ABSTRACT Multimodal phototheranostics has been recognized as one of the most momentous advances in cancer treatment. Of particular interest is a single molecular species simultaneously featuring in multiple imaging and synergistic phototherapies; the development of such a molecular species is nevertheless a formidably challenging task. Herein, we innovatively designed and synthesized three aggregation-induced emission (AIE)-active molecules with emission in the second near-infrared (NIR-II) window, by employing 10H-indeno[1,2-b][1,2,5]thiadiazolo[3,4-g]quinoxalin-10-one as the electron acceptor, 4-(tert-butyl)-N-(4-(tert-butyl)phenyl)-N-phenylaniline as the electron donor, and different π-bridge moieties.
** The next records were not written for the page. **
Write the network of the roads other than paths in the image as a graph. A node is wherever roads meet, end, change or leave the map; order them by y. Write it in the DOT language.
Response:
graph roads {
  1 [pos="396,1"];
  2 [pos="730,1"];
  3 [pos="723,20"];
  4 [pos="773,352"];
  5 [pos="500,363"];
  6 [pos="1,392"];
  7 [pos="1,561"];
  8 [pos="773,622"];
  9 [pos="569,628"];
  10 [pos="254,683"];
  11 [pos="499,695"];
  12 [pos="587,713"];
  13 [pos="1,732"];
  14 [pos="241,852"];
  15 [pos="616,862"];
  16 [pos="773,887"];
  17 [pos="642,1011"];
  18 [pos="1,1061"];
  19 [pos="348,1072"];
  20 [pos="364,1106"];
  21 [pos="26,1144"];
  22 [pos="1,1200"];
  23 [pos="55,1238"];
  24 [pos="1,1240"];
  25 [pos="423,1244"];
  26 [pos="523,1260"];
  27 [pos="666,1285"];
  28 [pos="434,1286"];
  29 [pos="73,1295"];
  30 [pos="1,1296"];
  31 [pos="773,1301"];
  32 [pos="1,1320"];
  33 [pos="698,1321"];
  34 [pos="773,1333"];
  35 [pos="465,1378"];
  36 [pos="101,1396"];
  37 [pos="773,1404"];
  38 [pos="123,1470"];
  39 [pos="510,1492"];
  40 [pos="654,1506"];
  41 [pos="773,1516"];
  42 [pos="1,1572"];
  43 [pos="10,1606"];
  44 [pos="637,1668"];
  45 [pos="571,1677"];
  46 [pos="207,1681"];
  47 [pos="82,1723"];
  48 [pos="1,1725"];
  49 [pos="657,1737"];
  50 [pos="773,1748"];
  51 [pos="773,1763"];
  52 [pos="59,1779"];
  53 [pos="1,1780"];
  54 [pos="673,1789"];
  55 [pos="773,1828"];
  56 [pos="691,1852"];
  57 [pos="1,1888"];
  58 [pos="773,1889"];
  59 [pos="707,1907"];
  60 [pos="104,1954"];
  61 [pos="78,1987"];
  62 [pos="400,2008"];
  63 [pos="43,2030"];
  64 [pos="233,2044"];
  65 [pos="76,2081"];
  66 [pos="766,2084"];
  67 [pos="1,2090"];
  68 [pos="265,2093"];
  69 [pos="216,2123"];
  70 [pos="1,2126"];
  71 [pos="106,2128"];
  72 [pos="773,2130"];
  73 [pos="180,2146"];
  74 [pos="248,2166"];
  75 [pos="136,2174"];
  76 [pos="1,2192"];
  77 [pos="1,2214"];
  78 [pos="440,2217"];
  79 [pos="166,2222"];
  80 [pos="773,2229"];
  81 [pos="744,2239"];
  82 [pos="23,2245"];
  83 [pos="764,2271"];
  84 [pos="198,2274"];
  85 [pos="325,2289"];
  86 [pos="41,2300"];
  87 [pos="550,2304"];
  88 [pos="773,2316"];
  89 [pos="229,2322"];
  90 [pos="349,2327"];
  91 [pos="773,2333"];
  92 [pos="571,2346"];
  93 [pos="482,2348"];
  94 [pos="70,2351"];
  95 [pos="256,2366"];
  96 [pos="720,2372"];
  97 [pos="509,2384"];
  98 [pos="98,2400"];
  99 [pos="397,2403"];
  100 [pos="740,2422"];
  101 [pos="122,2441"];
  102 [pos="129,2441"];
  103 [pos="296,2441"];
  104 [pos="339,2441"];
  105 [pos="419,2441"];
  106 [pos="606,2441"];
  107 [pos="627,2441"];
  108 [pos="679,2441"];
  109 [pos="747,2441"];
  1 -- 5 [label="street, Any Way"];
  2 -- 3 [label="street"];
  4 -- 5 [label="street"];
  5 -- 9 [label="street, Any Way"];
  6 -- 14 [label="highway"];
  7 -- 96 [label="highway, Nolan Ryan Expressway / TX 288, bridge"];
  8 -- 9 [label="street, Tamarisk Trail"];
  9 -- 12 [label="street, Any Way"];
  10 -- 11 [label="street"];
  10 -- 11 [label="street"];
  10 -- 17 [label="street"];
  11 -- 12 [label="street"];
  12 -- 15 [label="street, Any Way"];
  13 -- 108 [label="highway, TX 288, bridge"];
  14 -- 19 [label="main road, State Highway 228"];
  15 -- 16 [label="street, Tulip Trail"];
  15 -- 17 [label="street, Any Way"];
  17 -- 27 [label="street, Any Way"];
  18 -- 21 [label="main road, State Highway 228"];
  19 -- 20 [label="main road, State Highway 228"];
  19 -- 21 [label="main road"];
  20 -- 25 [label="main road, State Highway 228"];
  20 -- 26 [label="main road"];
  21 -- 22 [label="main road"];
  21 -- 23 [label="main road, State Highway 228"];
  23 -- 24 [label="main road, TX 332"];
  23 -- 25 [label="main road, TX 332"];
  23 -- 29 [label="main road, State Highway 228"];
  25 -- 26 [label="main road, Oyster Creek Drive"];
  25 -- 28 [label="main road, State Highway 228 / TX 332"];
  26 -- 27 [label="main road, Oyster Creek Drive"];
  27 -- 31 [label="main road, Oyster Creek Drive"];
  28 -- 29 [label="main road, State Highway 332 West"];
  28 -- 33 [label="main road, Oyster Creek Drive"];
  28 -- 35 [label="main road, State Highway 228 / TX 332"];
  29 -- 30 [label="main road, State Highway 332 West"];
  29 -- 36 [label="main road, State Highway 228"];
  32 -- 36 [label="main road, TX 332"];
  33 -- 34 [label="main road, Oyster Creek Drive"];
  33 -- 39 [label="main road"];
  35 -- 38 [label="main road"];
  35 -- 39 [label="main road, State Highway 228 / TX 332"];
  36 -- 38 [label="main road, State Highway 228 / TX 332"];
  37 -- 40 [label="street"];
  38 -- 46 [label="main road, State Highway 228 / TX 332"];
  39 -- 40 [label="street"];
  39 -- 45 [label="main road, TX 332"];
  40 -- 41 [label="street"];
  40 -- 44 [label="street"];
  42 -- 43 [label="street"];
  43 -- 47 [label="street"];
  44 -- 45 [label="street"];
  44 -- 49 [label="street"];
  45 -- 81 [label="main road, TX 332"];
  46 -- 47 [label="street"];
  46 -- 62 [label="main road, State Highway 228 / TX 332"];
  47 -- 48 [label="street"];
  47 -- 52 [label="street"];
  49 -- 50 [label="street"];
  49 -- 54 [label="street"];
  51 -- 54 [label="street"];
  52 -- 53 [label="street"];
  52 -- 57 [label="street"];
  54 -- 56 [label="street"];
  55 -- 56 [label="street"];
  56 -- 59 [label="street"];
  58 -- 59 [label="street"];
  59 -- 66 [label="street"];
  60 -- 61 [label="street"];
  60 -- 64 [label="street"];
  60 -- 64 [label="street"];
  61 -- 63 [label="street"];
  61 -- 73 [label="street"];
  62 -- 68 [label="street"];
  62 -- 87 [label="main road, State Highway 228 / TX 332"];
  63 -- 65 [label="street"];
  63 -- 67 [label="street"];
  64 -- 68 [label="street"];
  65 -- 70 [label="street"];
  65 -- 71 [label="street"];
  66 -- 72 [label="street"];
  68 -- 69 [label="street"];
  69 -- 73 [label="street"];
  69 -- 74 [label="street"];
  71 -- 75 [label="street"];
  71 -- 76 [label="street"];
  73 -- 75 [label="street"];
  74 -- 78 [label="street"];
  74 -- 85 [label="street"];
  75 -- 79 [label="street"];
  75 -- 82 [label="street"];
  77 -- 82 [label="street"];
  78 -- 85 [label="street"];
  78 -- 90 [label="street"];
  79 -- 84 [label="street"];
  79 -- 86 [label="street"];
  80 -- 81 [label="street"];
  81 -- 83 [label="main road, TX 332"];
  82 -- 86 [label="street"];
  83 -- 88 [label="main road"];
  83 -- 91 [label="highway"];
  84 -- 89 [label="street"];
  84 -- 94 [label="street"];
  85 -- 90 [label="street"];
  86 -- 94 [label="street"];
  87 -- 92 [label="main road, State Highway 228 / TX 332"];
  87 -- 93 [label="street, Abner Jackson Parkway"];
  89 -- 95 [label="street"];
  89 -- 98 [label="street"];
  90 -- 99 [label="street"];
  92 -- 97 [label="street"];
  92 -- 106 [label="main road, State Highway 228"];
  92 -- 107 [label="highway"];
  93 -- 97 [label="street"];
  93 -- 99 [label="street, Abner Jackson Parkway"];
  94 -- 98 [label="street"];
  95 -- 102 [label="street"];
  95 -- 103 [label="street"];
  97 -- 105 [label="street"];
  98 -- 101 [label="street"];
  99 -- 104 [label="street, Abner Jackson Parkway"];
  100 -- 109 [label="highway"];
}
One of those molecules, namely 4,12-bis(7-(4-(bis(4-(tert-butyl)phenyl)amino)phenyl)-2,3-dihydrothieno[3,4-b][1,4]dioxin-5-yl)-10H-indeno[1,2-b][1,2,5]thiadiazolo[3,4-g]quinoxalin-10-one (OTTITQ), is capable of affording long absorption and emission wavelengths, efficient type I reactive oxygen species generation, and high photothermal conversion efficiency. Quantum chemical calculations and molecular dynamics simulations substantiated the structure–activity relationship of the molecules, the excited-state energy dissipation pathways and the impact of intramolecular motions on photophysical properties, while elucidating the mechanism of the AIE phenomenon. Moreover, OTTITQ nanoparticles offer unprecedented performance on fluorescence–photoacoustic–photothermal trimodal imaging-navigated photodynamic–photothermal synergistic therapies for bladder cancer.